The Food and Drug Administration (FDA) has approved Opill®, a progestin-only daily oral contraceptive, for over-the-counter (OTC) use.
Opill contains norgestrel, a single active steroid ingredient. The contraceptive works by thickening the cervical mucus which helps to inhibit sperm penetration. Opill is effective from 48 hours after initiating treatment, so individuals are advised to use a barrier method during the first 2 days.
The approval was based on data from the OTC development program which included several label comprehension studies that demonstrated Opill can be used by consumers safely and effectively. In May 2023, the FDA’s Nonprescription Drugs Advisory Committee and the Obstetrics, Reproductive, and Urologic Drugs Advisory Committee voted 17 to 0, with no abstentions, that the benefits of making Opill for OTC use outweigh the risks.
Opill should not be used by individuals with known or suspected breast cancer, or those with known or suspected pregnancy. It should also not be used with another birth control pill, vaginal ring, patch, implant, injection, intrauterine device, or as an emergency contraceptive.
The most common adverse reactions reported with Opill use were irregular bleeding, headaches, dizziness, nausea, increased appetite, abdominal pain, cramps and bloating.
Opill is supplied as a tablet containing 0.075nmg of norgestrel in 28-count packs. The product is expected to be available in retail stores and online early in the first quarter of 2024.

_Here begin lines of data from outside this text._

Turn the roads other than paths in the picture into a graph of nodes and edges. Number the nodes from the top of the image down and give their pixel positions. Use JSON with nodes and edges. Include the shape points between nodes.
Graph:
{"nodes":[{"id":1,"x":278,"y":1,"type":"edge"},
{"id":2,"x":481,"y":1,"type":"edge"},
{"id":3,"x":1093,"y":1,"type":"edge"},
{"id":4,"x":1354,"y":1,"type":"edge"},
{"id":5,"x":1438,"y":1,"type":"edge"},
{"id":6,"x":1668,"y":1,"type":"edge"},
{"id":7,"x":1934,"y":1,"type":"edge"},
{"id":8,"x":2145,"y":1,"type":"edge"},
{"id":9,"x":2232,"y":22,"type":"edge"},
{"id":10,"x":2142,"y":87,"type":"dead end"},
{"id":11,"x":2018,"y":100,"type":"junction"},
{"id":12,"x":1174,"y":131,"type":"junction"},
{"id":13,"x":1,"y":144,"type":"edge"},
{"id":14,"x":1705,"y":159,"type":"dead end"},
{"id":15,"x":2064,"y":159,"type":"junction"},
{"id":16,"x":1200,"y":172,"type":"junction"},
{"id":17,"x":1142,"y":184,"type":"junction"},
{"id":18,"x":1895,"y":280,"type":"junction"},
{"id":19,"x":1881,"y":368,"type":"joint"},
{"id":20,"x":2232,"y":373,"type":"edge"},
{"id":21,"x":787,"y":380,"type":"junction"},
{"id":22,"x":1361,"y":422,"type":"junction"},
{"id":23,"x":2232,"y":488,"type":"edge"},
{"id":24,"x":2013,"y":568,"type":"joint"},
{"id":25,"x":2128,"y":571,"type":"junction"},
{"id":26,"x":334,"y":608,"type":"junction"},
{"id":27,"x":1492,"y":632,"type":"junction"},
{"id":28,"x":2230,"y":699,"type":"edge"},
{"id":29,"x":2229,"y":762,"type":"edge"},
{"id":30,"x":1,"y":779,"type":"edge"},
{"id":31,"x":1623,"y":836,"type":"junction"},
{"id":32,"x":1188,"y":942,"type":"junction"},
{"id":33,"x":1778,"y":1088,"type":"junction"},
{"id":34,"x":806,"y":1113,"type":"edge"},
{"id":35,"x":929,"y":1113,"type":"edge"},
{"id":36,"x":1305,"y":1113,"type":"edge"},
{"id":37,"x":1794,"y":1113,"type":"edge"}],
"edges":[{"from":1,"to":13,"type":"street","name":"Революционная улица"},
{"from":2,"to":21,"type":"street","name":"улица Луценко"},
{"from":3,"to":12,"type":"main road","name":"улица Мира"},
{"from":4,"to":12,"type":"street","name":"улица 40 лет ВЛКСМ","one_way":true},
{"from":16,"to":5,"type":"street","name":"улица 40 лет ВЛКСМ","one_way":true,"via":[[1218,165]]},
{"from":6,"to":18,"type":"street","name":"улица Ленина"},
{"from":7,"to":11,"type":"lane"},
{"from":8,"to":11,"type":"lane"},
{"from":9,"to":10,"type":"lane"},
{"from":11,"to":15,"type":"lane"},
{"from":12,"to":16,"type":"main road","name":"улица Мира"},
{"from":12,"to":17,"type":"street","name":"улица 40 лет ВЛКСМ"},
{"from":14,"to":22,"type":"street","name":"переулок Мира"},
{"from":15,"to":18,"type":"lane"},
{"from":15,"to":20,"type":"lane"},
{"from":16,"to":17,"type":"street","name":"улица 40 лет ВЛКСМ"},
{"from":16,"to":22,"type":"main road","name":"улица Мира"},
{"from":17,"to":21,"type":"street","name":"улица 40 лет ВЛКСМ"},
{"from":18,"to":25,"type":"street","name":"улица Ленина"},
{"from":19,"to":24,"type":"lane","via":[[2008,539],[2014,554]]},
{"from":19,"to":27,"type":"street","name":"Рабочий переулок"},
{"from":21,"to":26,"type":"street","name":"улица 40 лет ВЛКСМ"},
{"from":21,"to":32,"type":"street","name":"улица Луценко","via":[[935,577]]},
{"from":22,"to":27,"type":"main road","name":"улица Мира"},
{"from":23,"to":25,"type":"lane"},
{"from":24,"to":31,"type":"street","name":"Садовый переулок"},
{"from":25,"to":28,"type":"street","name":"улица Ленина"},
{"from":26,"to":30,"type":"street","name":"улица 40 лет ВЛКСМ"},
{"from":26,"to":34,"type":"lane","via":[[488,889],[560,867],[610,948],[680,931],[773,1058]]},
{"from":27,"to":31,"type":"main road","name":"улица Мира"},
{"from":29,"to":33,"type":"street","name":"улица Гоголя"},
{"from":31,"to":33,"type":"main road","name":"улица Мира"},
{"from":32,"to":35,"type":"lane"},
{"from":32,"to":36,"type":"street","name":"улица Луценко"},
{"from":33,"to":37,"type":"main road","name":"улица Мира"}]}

“Today’s approval marks the first time a nonprescription daily oral contraceptive will be an available option for millions of people in the United States,” said Patrizia Cavazzoni, MD, director of the FDA’s Center for Drug Evaluation and Research. “When used as directed, daily oral contraception is safe and is expected to be more effective than currently available nonprescription contraceptive methods in preventing unintended pregnancy.”
Medical organizations, such as the American College of Obstetricians and Gynecologists, the American Medical Association, and the American Academy of Family Physicians have all expressed support of OTC access for oral hormonal contraceptives.